## PROBLEM STATEMENT
All that is needed is every line of the listing below that has "Devi".
———
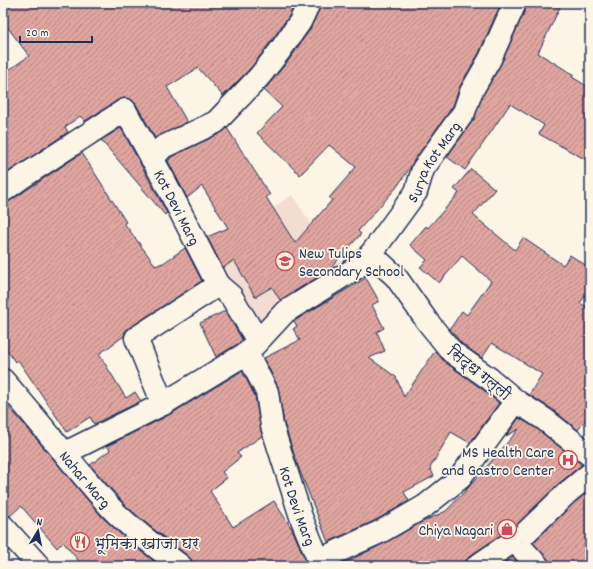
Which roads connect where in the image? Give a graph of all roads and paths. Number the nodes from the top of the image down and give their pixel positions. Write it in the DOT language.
graph roads {
  1 [pos="309,3"];
  2 [pos="515,3"];
  3 [pos="152,159"];
  4 [pos="3,192"];
  5 [pos="371,254"];
  6 [pos="218,285"];
  7 [pos="253,347"];
  8 [pos="3,380"];
  9 [pos="516,401"];
  10 [pos="163,404"];
  11 [pos="65,453"];
  12 [pos="590,456"];
  13 [pos="590,474"];
  14 [pos="3,526"];
  15 [pos="516,542"];
  16 [pos="320,563"];
  17 [pos="39,566"];
  18 [pos="181,566"];
  19 [pos="477,566"];
  20 [pos="538,566"];
  1 -- 3 [label="street"];
  2 -- 5 [label="street, Surya Kot Marg"];
  3 -- 4 [label="street, Kot Devi Marg"];
  3 -- 6 [label="street, Kot Devi Marg"];
  5 -- 7 [label="street, Surya Kot Marg"];
  5 -- 9 [label="street, सिद्ध गल्ली"];
  6 -- 7 [label="street, Kot Devi Marg"];
  6 -- 10 [label="street"];
  7 -- 10 [label="street, Surya Kot Marg"];
  7 -- 16 [label="street, Kot Devi Marg"];
  8 -- 11 [label="street, Nahar Marg"];
  9 -- 12 [label="street, सिद्ध गल्ली"];
  9 -- 16 [label="street"];
  10 -- 11 [label="street, Surya Kot Marg"];
  11 -- 18 [label="street, Nahar Marg"];
  13 -- 15 [label="street"];
  14 -- 17 [label="street"];
  15 -- 19 [label="street"];
  15 -- 20 [label="street"];
}
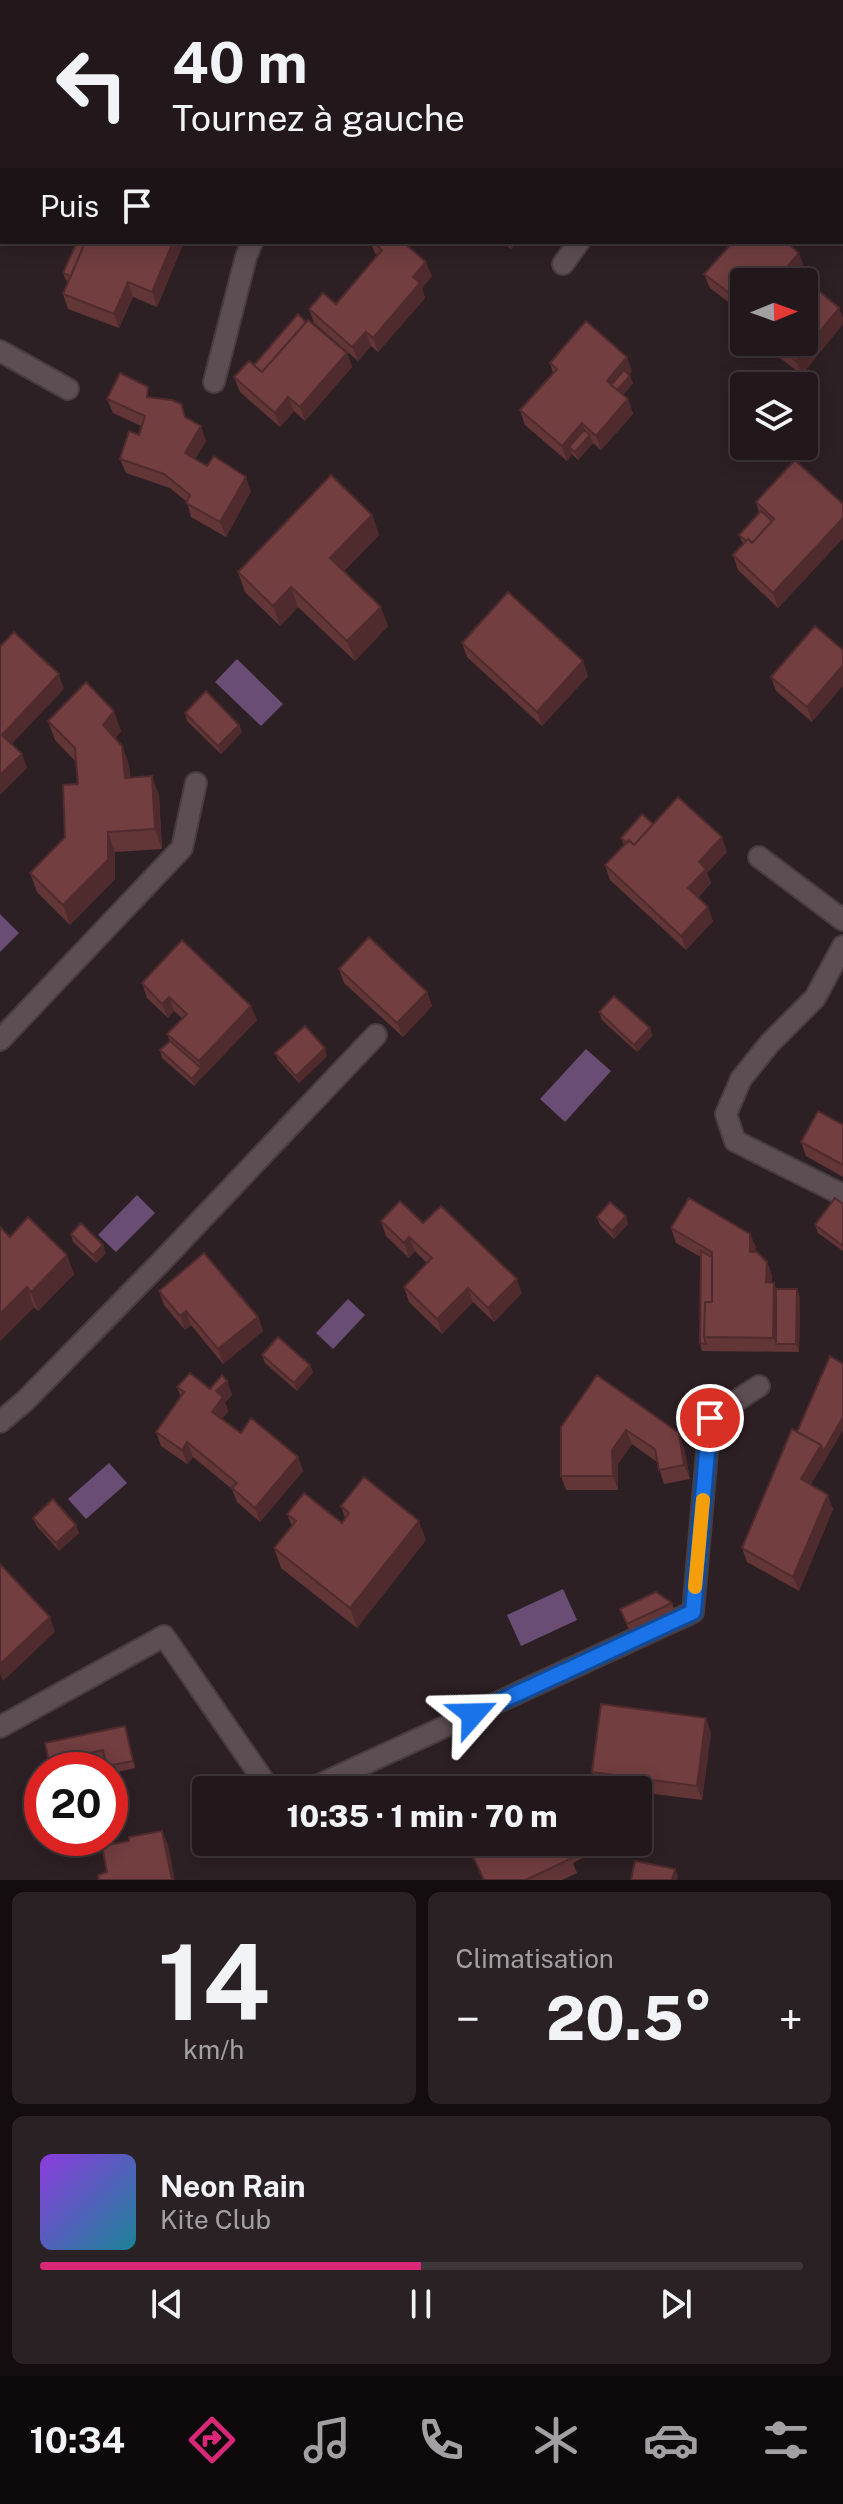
———
## ANSWER SECTION
  3 -- 4 [label="street, Kot Devi Marg"];
  3 -- 6 [label="street, Kot Devi Marg"];
  6 -- 7 [label="street, Kot Devi Marg"];
  7 -- 16 [label="street, Kot Devi Marg"];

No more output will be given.